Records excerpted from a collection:
○ ○ ○
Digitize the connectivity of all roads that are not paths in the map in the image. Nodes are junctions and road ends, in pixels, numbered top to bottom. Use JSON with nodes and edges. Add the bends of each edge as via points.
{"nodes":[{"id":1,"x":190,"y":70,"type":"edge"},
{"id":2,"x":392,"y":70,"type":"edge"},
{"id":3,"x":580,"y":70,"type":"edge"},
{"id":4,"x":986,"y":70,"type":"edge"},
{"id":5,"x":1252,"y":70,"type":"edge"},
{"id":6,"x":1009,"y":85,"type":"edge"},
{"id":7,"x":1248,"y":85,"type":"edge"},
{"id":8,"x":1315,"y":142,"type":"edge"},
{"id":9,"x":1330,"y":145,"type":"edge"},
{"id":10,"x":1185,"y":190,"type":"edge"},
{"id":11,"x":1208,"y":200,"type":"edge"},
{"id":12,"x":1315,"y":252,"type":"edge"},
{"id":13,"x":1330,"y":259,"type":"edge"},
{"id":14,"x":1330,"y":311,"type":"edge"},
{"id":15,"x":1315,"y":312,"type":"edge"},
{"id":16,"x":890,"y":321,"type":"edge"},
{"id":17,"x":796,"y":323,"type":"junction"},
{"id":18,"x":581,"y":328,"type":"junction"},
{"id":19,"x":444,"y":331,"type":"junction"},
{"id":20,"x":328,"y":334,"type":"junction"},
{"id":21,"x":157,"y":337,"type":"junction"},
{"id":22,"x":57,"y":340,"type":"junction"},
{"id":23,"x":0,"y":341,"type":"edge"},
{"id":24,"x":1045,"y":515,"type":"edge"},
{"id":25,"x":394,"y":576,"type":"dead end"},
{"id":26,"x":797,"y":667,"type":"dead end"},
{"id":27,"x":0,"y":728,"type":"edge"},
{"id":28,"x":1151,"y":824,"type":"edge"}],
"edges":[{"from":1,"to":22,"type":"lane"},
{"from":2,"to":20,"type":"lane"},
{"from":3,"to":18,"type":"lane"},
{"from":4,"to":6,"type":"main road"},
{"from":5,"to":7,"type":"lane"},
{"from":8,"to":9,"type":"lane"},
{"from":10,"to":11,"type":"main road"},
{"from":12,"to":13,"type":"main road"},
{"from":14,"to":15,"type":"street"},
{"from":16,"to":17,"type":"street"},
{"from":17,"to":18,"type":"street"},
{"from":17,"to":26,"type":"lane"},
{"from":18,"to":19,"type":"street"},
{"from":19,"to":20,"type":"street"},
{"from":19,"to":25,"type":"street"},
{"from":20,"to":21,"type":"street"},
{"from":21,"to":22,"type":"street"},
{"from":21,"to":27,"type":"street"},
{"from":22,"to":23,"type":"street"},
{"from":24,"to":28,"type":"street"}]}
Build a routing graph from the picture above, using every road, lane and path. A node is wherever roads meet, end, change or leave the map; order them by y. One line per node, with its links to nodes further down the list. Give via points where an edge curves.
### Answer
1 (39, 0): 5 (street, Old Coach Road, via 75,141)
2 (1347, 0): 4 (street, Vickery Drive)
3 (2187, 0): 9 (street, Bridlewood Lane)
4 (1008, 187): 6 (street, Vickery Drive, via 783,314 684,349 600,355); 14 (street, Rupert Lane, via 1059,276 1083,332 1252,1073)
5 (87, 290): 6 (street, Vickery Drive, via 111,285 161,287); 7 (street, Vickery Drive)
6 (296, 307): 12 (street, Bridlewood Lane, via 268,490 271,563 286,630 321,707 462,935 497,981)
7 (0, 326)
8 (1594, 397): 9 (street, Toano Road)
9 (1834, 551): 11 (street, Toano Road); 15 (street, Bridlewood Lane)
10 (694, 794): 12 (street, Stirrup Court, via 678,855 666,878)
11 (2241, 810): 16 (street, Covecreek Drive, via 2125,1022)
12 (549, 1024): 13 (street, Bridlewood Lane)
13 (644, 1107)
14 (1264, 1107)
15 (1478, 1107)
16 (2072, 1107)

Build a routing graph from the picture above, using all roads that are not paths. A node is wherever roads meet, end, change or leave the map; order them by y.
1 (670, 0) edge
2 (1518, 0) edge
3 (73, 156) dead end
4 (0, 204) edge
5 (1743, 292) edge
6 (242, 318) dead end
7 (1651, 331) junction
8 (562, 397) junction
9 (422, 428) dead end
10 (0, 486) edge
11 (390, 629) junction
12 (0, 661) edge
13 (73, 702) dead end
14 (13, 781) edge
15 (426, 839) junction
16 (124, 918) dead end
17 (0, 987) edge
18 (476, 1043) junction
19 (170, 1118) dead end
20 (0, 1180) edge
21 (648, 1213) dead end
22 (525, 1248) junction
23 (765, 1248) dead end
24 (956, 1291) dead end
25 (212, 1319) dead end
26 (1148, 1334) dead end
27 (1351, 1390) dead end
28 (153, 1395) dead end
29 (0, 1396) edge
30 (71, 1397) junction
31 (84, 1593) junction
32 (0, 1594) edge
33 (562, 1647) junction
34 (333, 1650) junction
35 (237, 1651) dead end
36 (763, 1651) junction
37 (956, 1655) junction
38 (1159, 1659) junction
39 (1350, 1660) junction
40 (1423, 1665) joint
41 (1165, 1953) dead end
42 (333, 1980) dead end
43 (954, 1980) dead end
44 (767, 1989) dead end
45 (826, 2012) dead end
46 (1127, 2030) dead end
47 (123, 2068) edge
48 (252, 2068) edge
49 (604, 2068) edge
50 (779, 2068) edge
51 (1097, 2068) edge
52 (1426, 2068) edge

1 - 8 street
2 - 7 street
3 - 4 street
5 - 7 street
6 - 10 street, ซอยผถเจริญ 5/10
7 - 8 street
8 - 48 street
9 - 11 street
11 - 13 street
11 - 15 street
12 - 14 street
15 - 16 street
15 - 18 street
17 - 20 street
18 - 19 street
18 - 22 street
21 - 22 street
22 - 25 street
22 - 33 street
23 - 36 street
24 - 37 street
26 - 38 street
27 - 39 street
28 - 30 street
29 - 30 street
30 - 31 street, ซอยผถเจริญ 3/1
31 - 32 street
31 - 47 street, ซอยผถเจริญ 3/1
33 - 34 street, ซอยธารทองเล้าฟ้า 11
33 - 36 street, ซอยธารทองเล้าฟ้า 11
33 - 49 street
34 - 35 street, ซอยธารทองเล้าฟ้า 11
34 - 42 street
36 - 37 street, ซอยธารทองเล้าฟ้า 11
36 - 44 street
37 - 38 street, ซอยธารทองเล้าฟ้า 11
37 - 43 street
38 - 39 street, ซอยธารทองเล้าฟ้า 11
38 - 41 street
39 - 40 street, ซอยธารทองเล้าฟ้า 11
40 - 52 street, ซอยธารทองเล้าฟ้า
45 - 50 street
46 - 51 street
○ ○ ○
## [WHAT IS BEING ASKED]
Could you copy every line from the records that mentions the word "graph"?

## [RESPONSE TO THIS TASK]
Build a routing graph from the picture above, using every road, lane and path. A node is wherever roads meet, end, change or leave the map; order them by y. One line per node, with its links to nodes further down the list. Give via points where an edge curves.
Build a routing graph from the picture above, using all roads that are not paths. A node is wherever roads meet, end, change or leave the map; order them by y.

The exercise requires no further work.